»»

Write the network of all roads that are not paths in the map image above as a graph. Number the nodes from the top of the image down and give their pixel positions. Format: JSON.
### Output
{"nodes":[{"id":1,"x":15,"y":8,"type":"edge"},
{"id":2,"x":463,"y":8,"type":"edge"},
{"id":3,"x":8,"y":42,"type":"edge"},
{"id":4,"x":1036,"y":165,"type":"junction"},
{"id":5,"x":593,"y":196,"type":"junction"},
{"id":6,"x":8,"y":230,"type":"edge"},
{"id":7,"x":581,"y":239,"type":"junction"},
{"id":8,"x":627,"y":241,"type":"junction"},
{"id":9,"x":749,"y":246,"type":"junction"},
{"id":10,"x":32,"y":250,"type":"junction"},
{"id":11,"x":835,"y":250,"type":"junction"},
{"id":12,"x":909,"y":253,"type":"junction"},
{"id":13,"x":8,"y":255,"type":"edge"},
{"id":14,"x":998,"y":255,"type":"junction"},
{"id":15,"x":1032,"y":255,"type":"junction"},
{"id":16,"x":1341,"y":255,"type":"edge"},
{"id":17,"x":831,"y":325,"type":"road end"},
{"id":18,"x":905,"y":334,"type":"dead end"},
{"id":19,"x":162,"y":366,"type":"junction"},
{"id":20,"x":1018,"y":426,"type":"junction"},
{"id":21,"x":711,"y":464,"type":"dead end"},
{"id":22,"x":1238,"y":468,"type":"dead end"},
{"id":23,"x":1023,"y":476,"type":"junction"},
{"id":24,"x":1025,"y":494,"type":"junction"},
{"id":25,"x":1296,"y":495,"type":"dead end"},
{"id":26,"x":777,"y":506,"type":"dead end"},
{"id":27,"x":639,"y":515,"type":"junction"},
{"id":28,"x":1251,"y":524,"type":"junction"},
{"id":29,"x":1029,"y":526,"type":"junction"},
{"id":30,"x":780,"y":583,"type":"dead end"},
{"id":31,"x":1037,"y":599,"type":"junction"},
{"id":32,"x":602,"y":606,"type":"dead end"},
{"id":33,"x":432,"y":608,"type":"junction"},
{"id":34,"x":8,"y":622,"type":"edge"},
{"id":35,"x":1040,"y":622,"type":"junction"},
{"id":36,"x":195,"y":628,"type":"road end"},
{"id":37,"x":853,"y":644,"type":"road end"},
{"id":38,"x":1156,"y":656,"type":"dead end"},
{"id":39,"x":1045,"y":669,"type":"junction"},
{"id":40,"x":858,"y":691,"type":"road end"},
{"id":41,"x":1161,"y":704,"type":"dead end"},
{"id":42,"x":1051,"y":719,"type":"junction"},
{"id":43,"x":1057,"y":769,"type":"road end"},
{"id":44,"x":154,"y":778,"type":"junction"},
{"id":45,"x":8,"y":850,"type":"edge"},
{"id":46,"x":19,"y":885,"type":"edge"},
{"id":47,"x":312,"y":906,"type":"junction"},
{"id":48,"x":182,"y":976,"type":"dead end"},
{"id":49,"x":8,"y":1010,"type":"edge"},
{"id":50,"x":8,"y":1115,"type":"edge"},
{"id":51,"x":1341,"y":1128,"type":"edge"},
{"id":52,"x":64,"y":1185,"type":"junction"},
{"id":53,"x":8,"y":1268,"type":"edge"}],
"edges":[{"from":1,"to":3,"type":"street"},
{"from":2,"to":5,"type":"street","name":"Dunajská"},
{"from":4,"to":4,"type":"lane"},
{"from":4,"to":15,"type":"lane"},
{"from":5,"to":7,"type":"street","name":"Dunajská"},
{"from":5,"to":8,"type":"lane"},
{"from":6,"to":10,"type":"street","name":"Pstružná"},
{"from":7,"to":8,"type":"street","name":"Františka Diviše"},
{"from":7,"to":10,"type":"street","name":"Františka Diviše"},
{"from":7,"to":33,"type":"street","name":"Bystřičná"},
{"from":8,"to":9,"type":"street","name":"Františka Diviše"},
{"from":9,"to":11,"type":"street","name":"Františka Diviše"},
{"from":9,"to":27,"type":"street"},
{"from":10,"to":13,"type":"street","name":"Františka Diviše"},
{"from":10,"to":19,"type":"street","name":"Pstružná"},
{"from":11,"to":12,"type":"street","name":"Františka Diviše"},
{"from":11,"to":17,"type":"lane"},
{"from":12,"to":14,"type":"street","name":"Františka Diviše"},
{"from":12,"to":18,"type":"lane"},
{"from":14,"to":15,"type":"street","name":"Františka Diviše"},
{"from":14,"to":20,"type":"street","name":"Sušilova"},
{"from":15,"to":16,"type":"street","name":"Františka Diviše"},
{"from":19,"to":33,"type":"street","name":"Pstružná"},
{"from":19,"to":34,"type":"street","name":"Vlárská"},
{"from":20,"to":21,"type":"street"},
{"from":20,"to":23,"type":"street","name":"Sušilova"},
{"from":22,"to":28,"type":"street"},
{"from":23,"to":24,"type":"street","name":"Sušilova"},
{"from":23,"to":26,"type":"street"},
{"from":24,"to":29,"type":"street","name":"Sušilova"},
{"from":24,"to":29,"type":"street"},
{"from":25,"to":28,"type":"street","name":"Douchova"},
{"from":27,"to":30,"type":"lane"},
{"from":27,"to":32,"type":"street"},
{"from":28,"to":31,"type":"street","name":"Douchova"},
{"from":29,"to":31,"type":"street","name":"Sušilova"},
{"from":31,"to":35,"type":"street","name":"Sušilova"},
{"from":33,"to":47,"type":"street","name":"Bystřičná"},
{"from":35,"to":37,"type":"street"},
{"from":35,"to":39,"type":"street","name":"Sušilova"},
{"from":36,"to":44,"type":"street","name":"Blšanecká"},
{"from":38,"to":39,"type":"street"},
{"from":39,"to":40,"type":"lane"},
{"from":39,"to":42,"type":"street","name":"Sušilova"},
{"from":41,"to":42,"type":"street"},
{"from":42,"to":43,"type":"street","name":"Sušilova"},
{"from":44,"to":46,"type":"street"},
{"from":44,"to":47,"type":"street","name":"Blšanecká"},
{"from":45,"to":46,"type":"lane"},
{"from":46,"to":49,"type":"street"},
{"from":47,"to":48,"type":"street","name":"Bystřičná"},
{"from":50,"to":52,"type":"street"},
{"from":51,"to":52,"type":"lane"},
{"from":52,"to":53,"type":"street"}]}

««

# What the task asks:
Return each line above where the word "Pstružná" shows up.

# The completed task:
{"from":6,"to":10,"type":"street","name":"Pstružná"},
{"from":10,"to":19,"type":"street","name":"Pstružná"},
{"from":19,"to":33,"type":"street","name":"Pstružná"},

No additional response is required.